Another important step, and one that the last two films overlooked, is making the story and characters feel complete and fully fleshed out. In Bruges has a couple of minor characters including Chloë (Clémence Poésy) who is a Belgian criminal Ray likes, Jimmy (Jordan Prentice) who is a dwarf actor shooting a film in Bruges, and Eirik (Jérémie Renier) who is Chloë’s ex-boyfriend. All of these minor characters have their individual purposes but where In Bruges is better is that these characters don’t feel like their included to solely fulfill their purpose. They all feel as if they belong in this place and this story at this time. Chloë is there as a distraction for Ray (quite literally in the end) but also brings out the guilt and the emotions that are eating him up inside. Jimmy seems quite pointless and there only for a whole bunch of midget jokes, but he too forces Ray to see things he may not want to in addition to Ken who goes partying with them as well.

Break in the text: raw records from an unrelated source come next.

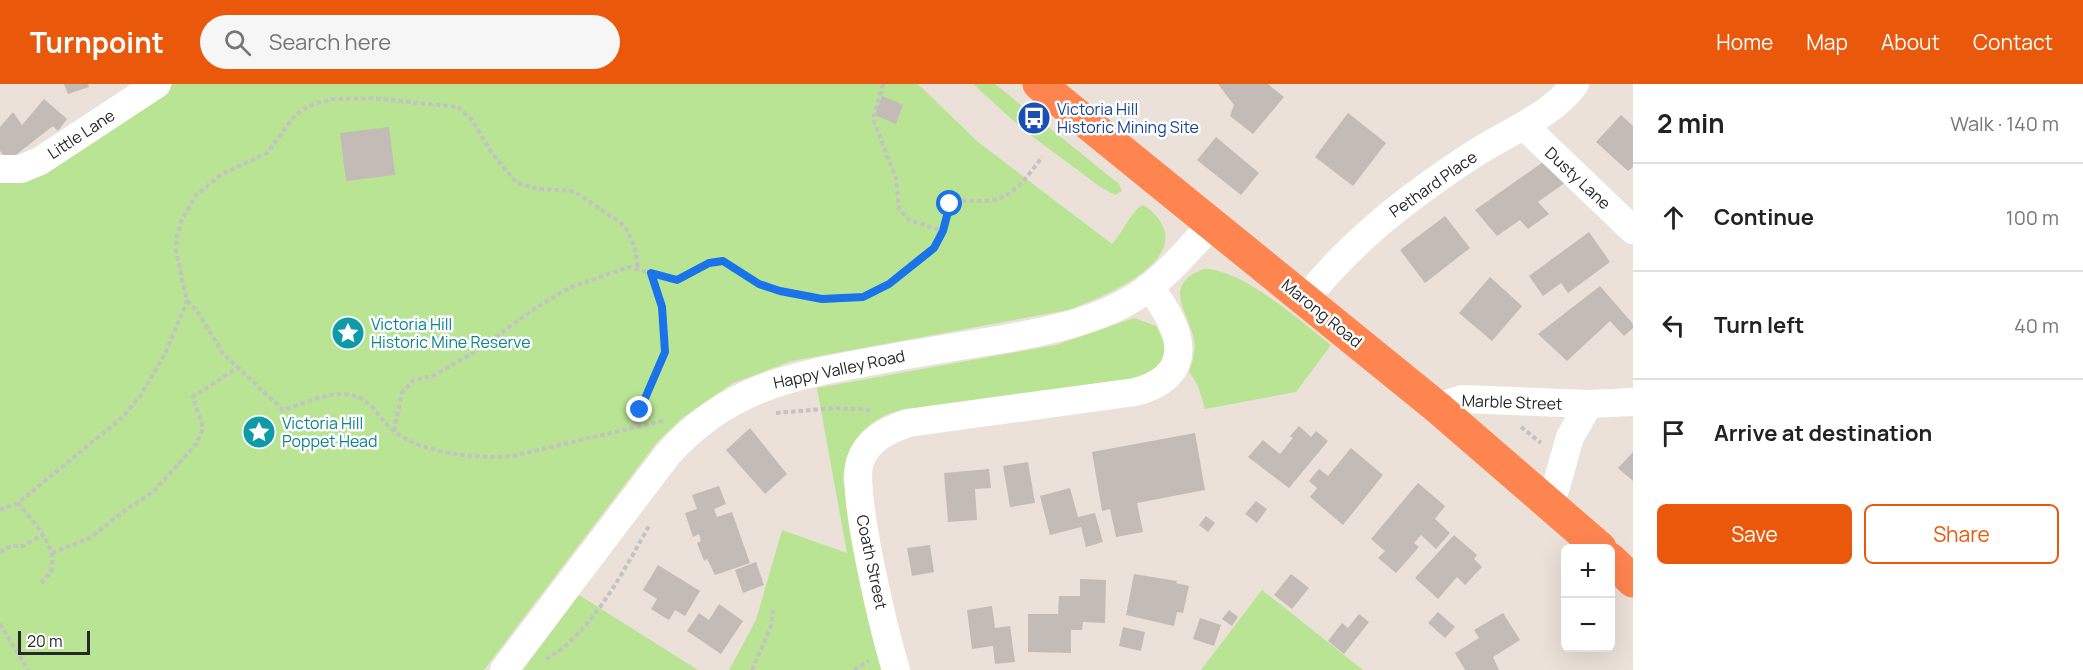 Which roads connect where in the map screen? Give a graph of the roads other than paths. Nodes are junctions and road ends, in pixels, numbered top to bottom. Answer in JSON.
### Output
{"nodes":[{"id":1,"x":157,"y":84,"type":"edge"},
{"id":2,"x":1039,"y":84,"type":"edge"},
{"id":3,"x":1575,"y":84,"type":"edge"},
{"id":4,"x":1524,"y":126,"type":"junction"},
{"id":5,"x":0,"y":169,"type":"edge"},
{"id":6,"x":1212,"y":224,"type":"junction"},
{"id":7,"x":1633,"y":230,"type":"edge"},
{"id":8,"x":1149,"y":287,"type":"junction"},
{"id":9,"x":1305,"y":300,"type":"junction"},
{"id":10,"x":1633,"y":402,"type":"edge"},
{"id":11,"x":1589,"y":404,"type":"junction"},
{"id":12,"x":1437,"y":407,"type":"junction"},
{"id":13,"x":1551,"y":504,"type":"junction"},
{"id":14,"x":1595,"y":544,"type":"edge"},
{"id":15,"x":1615,"y":563,"type":"edge"},
{"id":16,"x":1633,"y":581,"type":"edge"},
{"id":17,"x":504,"y":670,"type":"edge"},
{"id":18,"x":896,"y":670,"type":"edge"}],
"edges":[{"from":1,"to":5,"type":"street","name":"Little Lane"},
{"from":2,"to":6,"type":"highway","name":"Marong Road"},
{"from":3,"to":4,"type":"street","name":"Pethard Place"},
{"from":4,"to":7,"type":"street","name":"Dusty Lane"},
{"from":4,"to":9,"type":"street","name":"Pethard Place"},
{"from":6,"to":8,"type":"street","name":"Happy Valley Road"},
{"from":6,"to":9,"type":"highway","name":"Marong Road"},
{"from":8,"to":17,"type":"street","name":"Happy Valley Road"},
{"from":8,"to":18,"type":"street","name":"Coath Street"},
{"from":9,"to":12,"type":"highway","name":"Marong Road"},
{"from":10,"to":11,"type":"street","name":"Marble Street"},
{"from":11,"to":12,"type":"street","name":"Marble Street"},
{"from":11,"to":13,"type":"street","name":"Marble Street"},
{"from":12,"to":13,"type":"highway","name":"Marong Road"},
{"from":13,"to":14,"type":"highway","name":"Marong Road"},
{"from":15,"to":16,"type":"highway"}]} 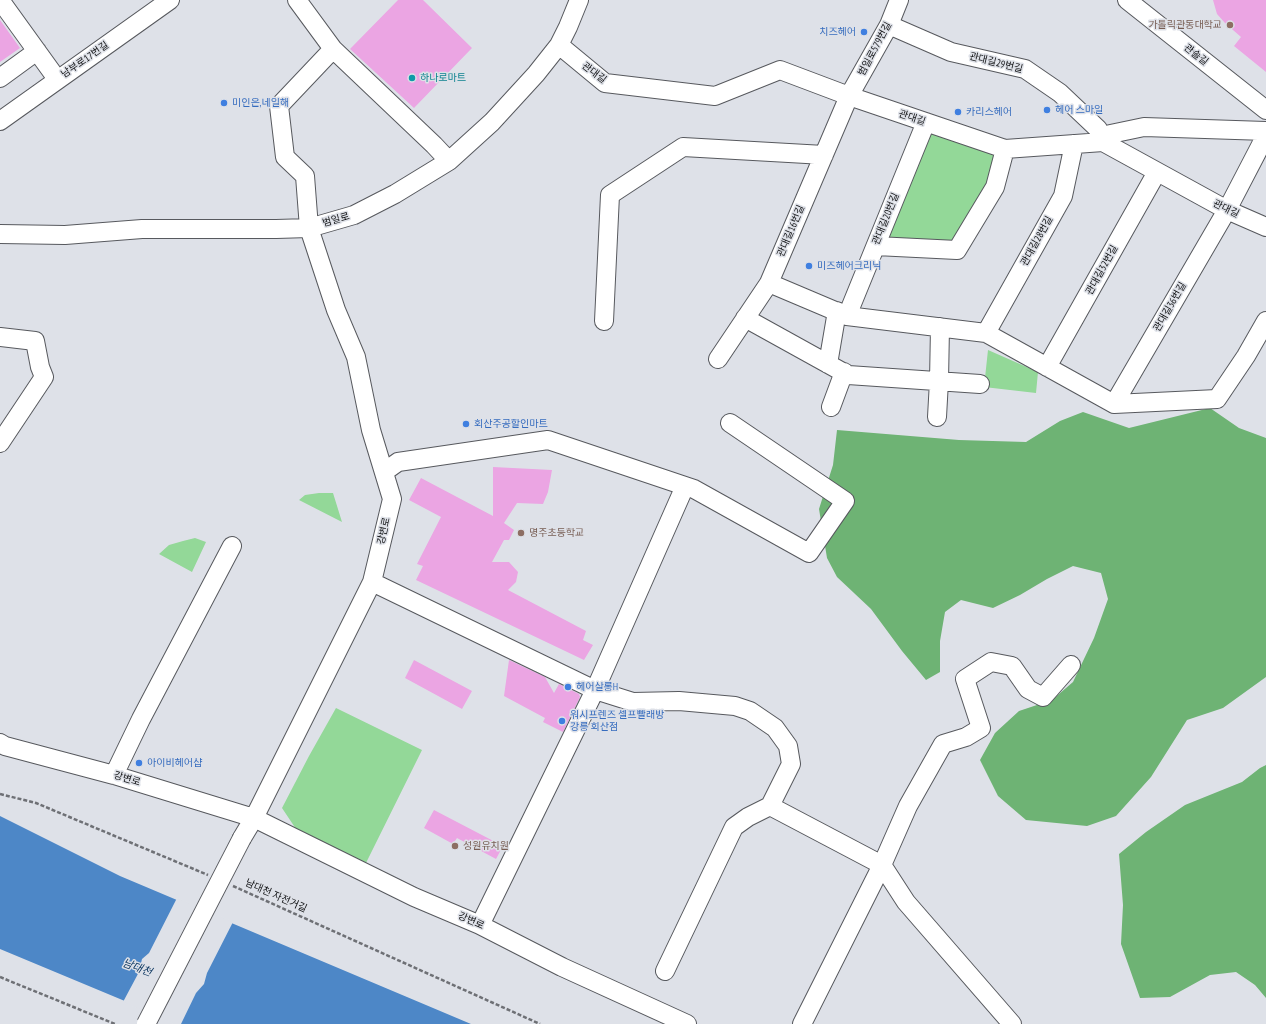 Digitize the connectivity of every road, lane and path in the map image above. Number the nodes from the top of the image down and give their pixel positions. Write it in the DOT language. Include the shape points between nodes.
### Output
graph roads {
  1 [pos="0,0"];
  2 [pos="297,0"];
  3 [pos="579,0"];
  4 [pos="899,0"];
  5 [pos="1127,0"];
  6 [pos="168,1"];
  7 [pos="889,25"];
  8 [pos="560,45"];
  9 [pos="333,49"];
  10 [pos="37,51"];
  11 [pos="0,78"];
  12 [pos="57,79"];
  13 [pos="849,96"];
  14 [pos="1266,110"];
  15 [pos="0,121"];
  16 [pos="926,122"];
  17 [pos="1266,131"];
  18 [pos="1266,135"];
  19 [pos="1102,139"];
  20 [pos="1074,144"];
  21 [pos="1005,149"];
  22 [pos="824,155"];
  23 [pos="449,161"];
  24 [pos="1157,172"];
  25 [pos="1227,210"];
  26 [pos="1266,227"];
  27 [pos="309,228"];
  28 [pos="0,234"];
  29 [pos="876,246"];
  30 [pos="769,282"];
  31 [pos="842,314"];
  32 [pos="745,318"];
  33 [pos="604,321"];
  34 [pos="1266,321"];
  35 [pos="940,327"];
  36 [pos="986,333"];
  37 [pos="0,337"];
  38 [pos="718,359"];
  39 [pos="828,364"];
  40 [pos="1048,367"];
  41 [pos="844,372"];
  42 [pos="939,381"];
  43 [pos="980,384"];
  44 [pos="1114,404"];
  45 [pos="831,407"];
  46 [pos="937,417"];
  47 [pos="730,423"];
  48 [pos="0,443"];
  49 [pos="384,472"];
  50 [pos="685,486"];
  51 [pos="232,546"];
  52 [pos="372,582"];
  53 [pos="1071,665"];
  54 [pos="595,690"];
  55 [pos="0,743"];
  56 [pos="114,775"];
  57 [pos="0,794"];
  58 [pos="770,806"];
  59 [pos="254,818"];
  60 [pos="882,865"];
  61 [pos="212,877"];
  62 [pos="227,883"];
  63 [pos="480,925"];
  64 [pos="665,971"];
  65 [pos="0,977"];
  66 [pos="115,1024"];
  67 [pos="146,1024"];
  68 [pos="540,1024"];
  69 [pos="687,1024"];
  70 [pos="802,1024"];
  71 [pos="1012,1024"];
  1 -- 10 [label="street"];
  2 -- 9 [label="street"];
  3 -- 8 [label="street, 범일로"];
  4 -- 7 [label="street, 범일로579번길"];
  5 -- 14 [label="street, 관솔길"];
  6 -- 12 [label="street, 남부로17번길"];
  7 -- 13 [label="street, 범일로579번길"];
  7 -- 19 [label="street, 관대길29번길" via="951,52 1025,69 1060,93 1098,128"];
  8 -- 13 [label="street, 관대길" via="605,84 715,96 780,70"];
  8 -- 23 [label="street, 범일로" via="492,122"];
  9 -- 23 [label="street"];
  9 -- 27 [label="street, 강변로" via="279,106 285,157 305,176"];
  10 -- 11 [label="street"];
  10 -- 12 [label="street"];
  12 -- 15 [label="street, 남부로17번길"];
  13 -- 16 [label="street, 관대길"];
  13 -- 22 [label="street, 관대길16번길"];
  16 -- 21 [label="street, 관대길"];
  16 -- 29 [label="street, 관대길20번길"];
  17 -- 19 [label="street" via="1144,127"];
  18 -- 25 [label="street"];
  19 -- 20 [label="street, 관대길"];
  19 -- 24 [label="street, 관대길"];
  20 -- 21 [label="street, 관대길"];
  20 -- 36 [label="street, 관대길28번길" via="1063,196"];
  21 -- 29 [label="street" via="995,187 957,250"];
  22 -- 30 [label="street, 관대길16번길"];
  22 -- 33 [label="street" via="683,147 610,195"];
  23 -- 27 [label="street, 범일로" via="354,215"];
  24 -- 25 [label="street, 관대길"];
  24 -- 40 [label="street, 관대길32번길"];
  25 -- 26 [label="street, 관대길"];
  25 -- 44 [label="street, 관대길36번길"];
  27 -- 28 [label="street, 범일로" via="142,229 65,235"];
  27 -- 49 [label="street, 강변로" via="336,310 356,357 371,430"];
  29 -- 31 [label="street, 관대길20번길"];
  30 -- 31 [label="street"];
  30 -- 32 [label="street, 관대길16번길"];
  31 -- 35 [label="street"];
  31 -- 39 [label="street, 관대길20번길"];
  32 -- 38 [label="street, 관대길16번길"];
  32 -- 39 [label="street"];
  34 -- 44 [label="street" via="1217,399"];
  35 -- 36 [label="street"];
  35 -- 42 [label="street"];
  36 -- 40 [label="street"];
  37 -- 48 [label="street" via="35,341 44,378"];
  39 -- 41 [label="street"];
  40 -- 44 [label="street"];
  41 -- 42 [label="street" via="848,375"];
  41 -- 45 [label="street"];
  42 -- 43 [label="street"];
  42 -- 46 [label="street"];
  47 -- 50 [label="street" via="845,501 809,553"];
  49 -- 50 [label="street" via="398,462 548,440"];
  49 -- 52 [label="street, 강변로" via="392,499"];
  50 -- 54 [label="street"];
  51 -- 56 [label="street"];
  52 -- 54 [label="street"];
  52 -- 59 [label="street, 강변로"];
  53 -- 60 [label="street" via="1043,696 1028,689 1012,666 991,662 966,679 981,728 966,737 943,744 908,806"];
  54 -- 58 [label="street" via="633,702 679,701 735,706 750,711 775,728 788,746 790,764"];
  54 -- 63 [label="street"];
  55 -- 56 [label="street, 강변로"];
  56 -- 59 [label="street, 강변로"];
  57 -- 61 [label="path" via="36,803"];
  58 -- 60 [label="street"];
  58 -- 64 [label="street" via="734,827"];
  59 -- 63 [label="street, 강변로" via="414,897"];
  59 -- 67 [label="street, 강변로, bridge"];
  60 -- 70 [label="street"];
  60 -- 71 [label="street" via="906,902"];
  62 -- 68 [label="path, 남대천 자전거길"];
  63 -- 69 [label="street, 강변로" via="562,967"];
  65 -- 66 [label="path"];
}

And Eirik is there to be the snitch and the one to try and help Harry (Ralph Fiennes) when he gets to Bruges to finish some business but also to illuminate how criminals can still have morals.

But it’s not just that these characters seem to fit in. Making characters fit in is something that should be fairly common and expected for a film to succeed at. In Bruges though doesn’t stop there and gives the minor characters some of the best parts in the film. Željko Ivanek plays a Canadian man that shows up in two scenes: in a restaurant and on a train. While he may not have much screen time at all or have anywhere near as much importance as Ray, Ken, or the other minor characters, he is one of the most memorable. And Yuri (Eric Godon) is another of these seemingly inconsequential characters who shows up a handful of times but makes a big impact. Because of Yuri, I will never think of alcoves or nooks and crannies again without thinking about this film.

In Bruges may not be as funny as Martin McDonagh’s Seven Psycopaths or some other comedy. It may not be as suspenseful, mysterious, or dramatic as other films are. But In Bruges is not a film of extremes, it’s a film that’s simple. It doesn’t try to be the best of the best but instead tries to be the best it can be. And the result is amazing. Farrell and Gleeson drive the film to great heights but then the smaller characters drive the film even higher. But what makes this film best of all is the love or hatred for this medieval, fairytale-like place called Bruges. It’s a film that slowly but surely builds up its strength and makes an impact on you as the credits roll. It may not be flashy, but it is effective, and it is extremely fun and entertaining to watch.